Figure 2 The pedigrees of three families (P1, P2, P3). The probands (P1, P2, and P3) are marked with arrows and diagnosed with X-linked ichthyosis (filled squares). Additional annotations include intrauterine fetal death, ectopic pregnancies, and previous marriages, reflecting the detailed family histories of the patients. P, proband.

Sinus bradycardia was first documented at the age of 5 years, following an episode of bronchitis. An electrocardiogram (ECG) performed at the age of 7 revealed persistent sinus bradycardia, with heart rates of 52–54 bpm while lying, 56–58 bpm while standing, and 65–115 bpm during exertion. Holter monitoring recorded heart rates of 66, 53, and 60 bpm, with a minimum of 41 bpm and a maximum of 135 bpm, and episodes of atrial rhythm during the night. Echocardiography (Echo-CG) showed normal atrial and ventricular sizes, as well as a normal ejection fraction (EF). At the age of 8, an ECG confirmed atrial rhythm with a heart rate of 47–67 bpm, while post-exercise testing showed a normal sinus rhythm with a heart rate of 88 bpm. Holter monitoring revealed severe bradycardia and rhythm pauses up to 1,654 ms in length.

At the age of 14, the patient experienced syncope without any prior premorbid history. ECG conducted immediately post-syncope showed atrial rhythm and bradycardia, with subsequent restoration of sinus rhythm upon standing. Holter monitoring at that time indicated severe bradycardia, rhythm pauses up to 3,436 ms, and polymorphic ventricular extrasystole. Echo-CG demonstrated slight dilation of the left ventricular cavity, with a mild narrowing of the inflow tract at the basal level and an expanded outflow tract, particularly at the apex.

At age of 15 years, the patient experienced marked sinus bradycardia and a shortening of the QTc interval to 335 ms. Holter monitoring revealed pronounced bradycardia, frequent asystole lasting more than 4 seconds, and polymorphic ventricular extrasystole. Echo-CG showed similar structural abnormalities to those observed in the previous year. A tilt test, inducing syncope with generalized tonic seizures and short asystolic episodes (2,543 and 12,516 ms), was performed, followed by restoration of sinus rhythm.
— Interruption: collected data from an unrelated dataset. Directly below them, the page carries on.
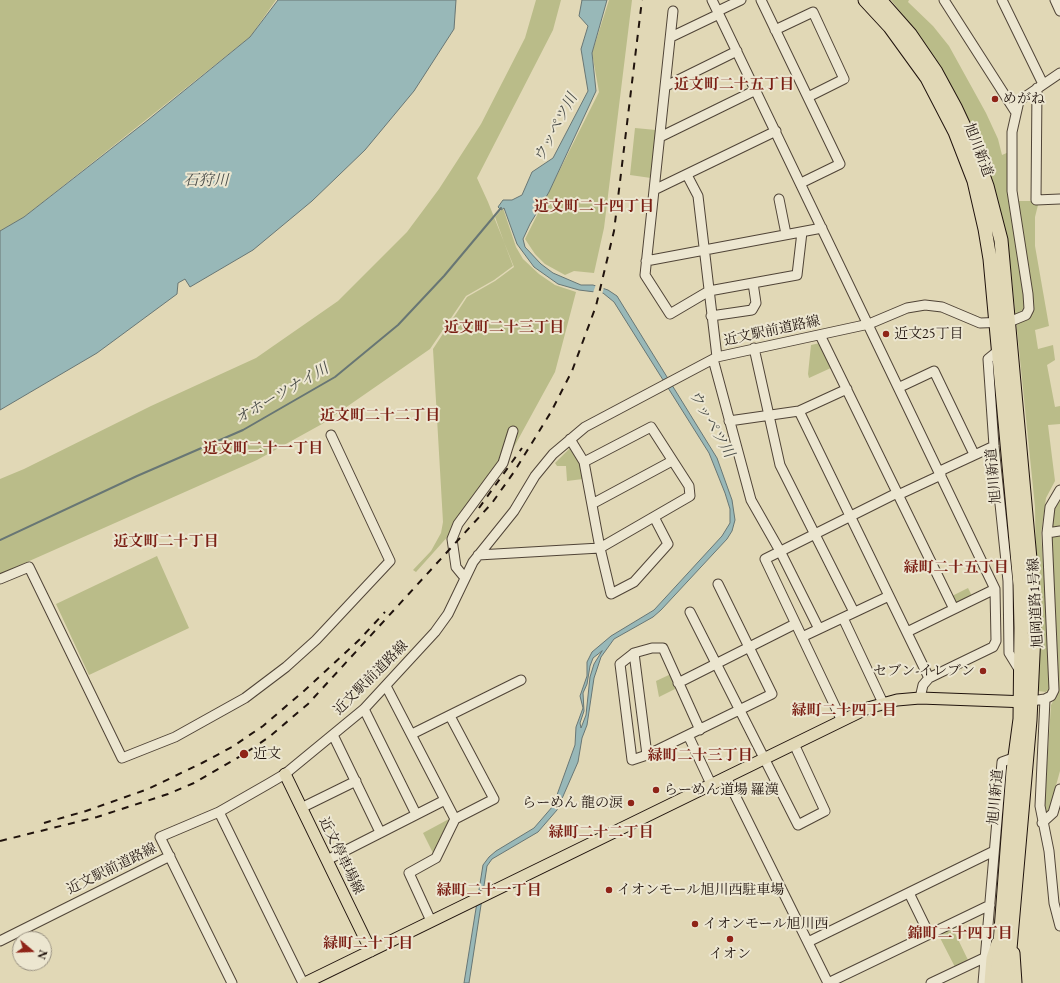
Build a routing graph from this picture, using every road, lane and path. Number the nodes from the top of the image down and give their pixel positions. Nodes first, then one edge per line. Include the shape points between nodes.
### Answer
1 (712, 0) edge
2 (741, 0) edge
3 (761, 0) edge
4 (865, 0) edge
5 (880, 0) edge
6 (944, 0) edge
7 (1002, 0) edge
8 (1055, 0) edge
9 (673, 11) dead end
10 (1060, 11) edge
11 (718, 12) junction
12 (775, 30) junction
13 (671, 37) junction
14 (737, 51) junction
15 (1060, 73) edge
16 (666, 86) junction
17 (1040, 86) junction
18 (756, 90) junction
19 (808, 98) junction
20 (1015, 111) junction
21 (776, 131) junction
22 (660, 137) junction
23 (687, 176) junction
24 (801, 183) junction
25 (654, 190) junction
26 (779, 199) dead end
27 (1060, 199) edge
28 (822, 228) junction
29 (802, 232) junction
30 (786, 234) junction
31 (704, 251) junction
32 (646, 261) junction
33 (753, 283) junction
34 (709, 291) junction
35 (711, 316) junction
36 (1003, 323) junction
37 (870, 324) junction
38 (820, 335) junction
39 (754, 348) junction
40 (999, 350) junction
41 (715, 358) junction
42 (900, 387) junction
43 (847, 389) junction
44 (799, 411) junction
45 (768, 416) junction
46 (729, 421) junction
47 (513, 431) dead end
48 (331, 435) dead end
49 (570, 439) junction
50 (994, 446) junction
51 (974, 454) junction
52 (672, 461) junction
53 (584, 462) junction
54 (940, 473) junction
55 (1060, 490) edge
56 (898, 494) junction
57 (592, 504) junction
58 (654, 517) junction
59 (850, 517) junction
60 (1060, 531) edge
61 (1047, 533) junction
62 (814, 534) junction
63 (600, 548) junction
64 (780, 551) junction
65 (478, 555) junction
66 (464, 578) junction
67 (0, 579) edge
68 (718, 584) dead end
69 (995, 589) junction
70 (889, 596) junction
71 (954, 609) junction
72 (690, 612) dead end
73 (854, 612) junction
74 (842, 618) junction
75 (795, 624) junction
76 (819, 629) junction
77 (907, 632) junction
78 (802, 637) junction
79 (749, 647) junction
80 (634, 653) junction
81 (716, 663) junction
82 (1020, 671) junction
83 (929, 678) junction
84 (521, 680) dead end
85 (678, 683) junction
86 (386, 686) junction
87 (920, 698) junction
88 (1045, 700) junction
89 (1026, 702) junction
90 (883, 703) junction
91 (364, 709) junction
92 (740, 710) junction
93 (450, 716) junction
94 (842, 720) junction
95 (700, 730) junction
96 (412, 734) junction
97 (688, 735) junction
98 (333, 736) junction
99 (794, 744) junction
100 (647, 755) junction
101 (1016, 757) junction
102 (763, 759) junction
103 (285, 774) junction
104 (726, 777) junction
105 (356, 781) junction
106 (711, 784) junction
107 (1060, 789) edge
108 (444, 800) junction
109 (302, 808) junction
110 (219, 812) junction
111 (416, 814) junction
112 (455, 819) junction
113 (1042, 823) junction
114 (380, 832) junction
115 (994, 851) junction
116 (170, 856) junction
117 (327, 860) junction
118 (909, 893) junction
119 (1057, 898) edge
120 (990, 905) junction
121 (431, 921) junction
122 (1012, 922) junction
123 (1060, 926) edge
124 (1001, 932) junction
125 (929, 934) junction
126 (0, 941) edge
127 (808, 942) junction
128 (371, 951) junction
129 (986, 957) junction
130 (232, 983) edge
131 (304, 983) edge
132 (828, 983) edge
133 (931, 983) edge
134 (983, 983) edge
135 (990, 983) edge
136 (997, 983) edge
137 (1007, 983) edge
138 (1016, 983) edge

1 - 11 street
2 - 11 street
3 - 12 street
4 - 36 highway, 旭川新道 via 890,27 927,78 955,132 974,181
5 - 36 highway, 旭川新道 via 910,34 936,72 970,139 987,186 1000,240
6 - 20 street
7 - 17 street
8 - 10 street
9 - 13 street
11 - 13 street
11 - 14 street
12 - 19 street
12 - 19 street via 813,12 844,79
13 - 16 street
14 - 16 street
14 - 18 street
15 - 17 street
16 - 22 street
17 - 20 street via 1019,101
17 - 27 street via 1036,200
18 - 21 street
18 - 22 street
19 - 24 street via 840,164
20 - 36 street via 1012,132 1012,191 1029,309 1026,315
21 - 23 street
21 - 24 street
22 - 25 street
23 - 25 street
23 - 31 street via 698,196
24 - 28 street
25 - 32 street
26 - 30 street
28 - 29 street
28 - 37 street
29 - 30 street
29 - 33 street via 797,275
30 - 31 street
31 - 32 street
31 - 34 street
32 - 34 street via 645,275 670,314
33 - 34 street
33 - 35 street via 756,303 752,310
34 - 35 street
35 - 41 street
36 - 37 street, 近文駅前道路線 via 980,323 942,307 925,305 907,308
36 - 40 highway, 旭川新道
36 - 89 highway, 旭川新道 via 1032,581 1034,634
37 - 38 street, 近文駅前道路線
37 - 42 street
38 - 39 street, 近文駅前道路線
38 - 43 street
39 - 41 street, 近文駅前道路線
39 - 45 street
40 - 50 street via 988,359
40 - 82 highway, 旭川新道 via 1020,585
41 - 46 street
41 - 49 street, 近文駅前道路線 via 585,427
42 - 51 street via 934,371
42 - 54 street
43 - 44 street
43 - 56 street
44 - 45 street
44 - 59 street
45 - 46 street
45 - 62 street via 780,465
46 - 64 street via 751,500
47 - 66 street via 503,463 458,524 452,539 456,567
48 - 67 street via 390,561 316,640 286,667 245,698 175,737 122,758 29,567
49 - 53 street
49 - 65 street, 近文駅前道路線 via 553,454 535,476 514,511
50 - 51 street
50 - 82 street via 1008,581 1009,653
51 - 54 street
52 - 53 street via 651,427
52 - 57 street
52 - 58 street via 689,486 690,496
53 - 57 street
54 - 56 street
54 - 69 street
55 - 61 street, 旭岡道路1号線 via 1050,507
56 - 59 street
56 - 71 street
57 - 63 street
58 - 63 street
58 - 63 street via 668,544 634,582 611,594
59 - 62 street
59 - 70 street
60 - 61 street
61 - 88 street, 旭岡道路1号線 via 1054,690
62 - 64 street
62 - 73 street
63 - 65 street
64 - 75 street via 765,559
64 - 76 street
65 - 66 street, 近文駅前道路線
66 - 86 street, 近文駅前道路線 via 448,614 435,632
68 - 79 street
69 - 71 street
69 - 83 street via 996,642 993,647
70 - 73 street
70 - 77 street
71 - 77 street
72 - 81 street
73 - 74 street
74 - 76 street
74 - 90 street
75 - 78 street
75 - 79 street
76 - 78 street
77 - 83 street
78 - 94 street
79 - 81 street
79 - 92 street via 772,694
80 - 85 street via 663,648
80 - 100 street
80 - 100 street via 620,664 632,760
81 - 85 street
81 - 92 street
82 - 89 highway, 旭川新道
83 - 87 street via 923,685
84 - 93 street
85 - 95 street
86 - 91 street, 近文駅前道路線
86 - 96 street
87 - 89 main road
87 - 90 main road
88 - 89 street
88 - 113 street via 1040,806
89 - 101 highway, 旭川新道
89 - 122 highway, 旭川新道
90 - 94 main road
91 - 98 street, 近文駅前道路線
91 - 111 street
92 - 95 street
92 - 102 street
93 - 96 street
93 - 112 street via 494,799
94 - 99 main road
95 - 97 street
96 - 108 street
97 - 100 street
97 - 106 street
98 - 103 street, 近文駅前道路線
98 - 105 street
99 - 102 main road
99 - 102 street via 825,811 798,825
101 - 115 street via 1002,762
101 - 124 highway, 旭川新道
102 - 104 main road
103 - 109 main road, 近文停車場線
103 - 110 street, 近文駅前道路線
104 - 106 main road
104 - 127 street
105 - 109 street
105 - 114 street
106 - 121 main road
107 - 113 street via 1053,813
108 - 111 street
108 - 112 street
109 - 117 main road, 近文停車場線
110 - 116 street, 近文駅前道路線 via 160,837
110 - 131 street
111 - 114 street
112 - 121 street via 436,858 409,873
113 - 119 street
114 - 117 street
115 - 118 street
115 - 120 street
116 - 126 street, 近文駅前道路線
116 - 130 street
117 - 128 main road, 近文停車場線
118 - 125 street
118 - 127 street
119 - 123 street
120 - 125 street
120 - 129 street
121 - 128 main road
122 - 137 highway, 旭川新道
122 - 138 main road
124 - 135 main road via 992,958
124 - 136 highway, 旭川新道
125 - 132 street
127 - 132 street
128 - 131 main road
129 - 133 street
129 - 134 street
The tilt test result was positive, confirming the diagnosis of cardioinhibitory variant (with asystole) of reflex (vasovagal) syncope (VASIS 2) (11).

Considering the proband’s history of syncope without a reflex component, progressive bradycardia, increase frequency and duration of asystole episodes over a long observation period (since the age of 7), signs of myocardial electrical instability (QTc interval shortening and polymorphic ventricular arrhythmia up to 9%), and arrhythmogenic myocardial dysfunction (IIA class of indications), endocardial implantation of an electrical pacemaker was deemed necessary. A Boston Scientific Essentio MRI SR pacemaker (model 821267, RZN 139) was implanted when the patient was 15 years old.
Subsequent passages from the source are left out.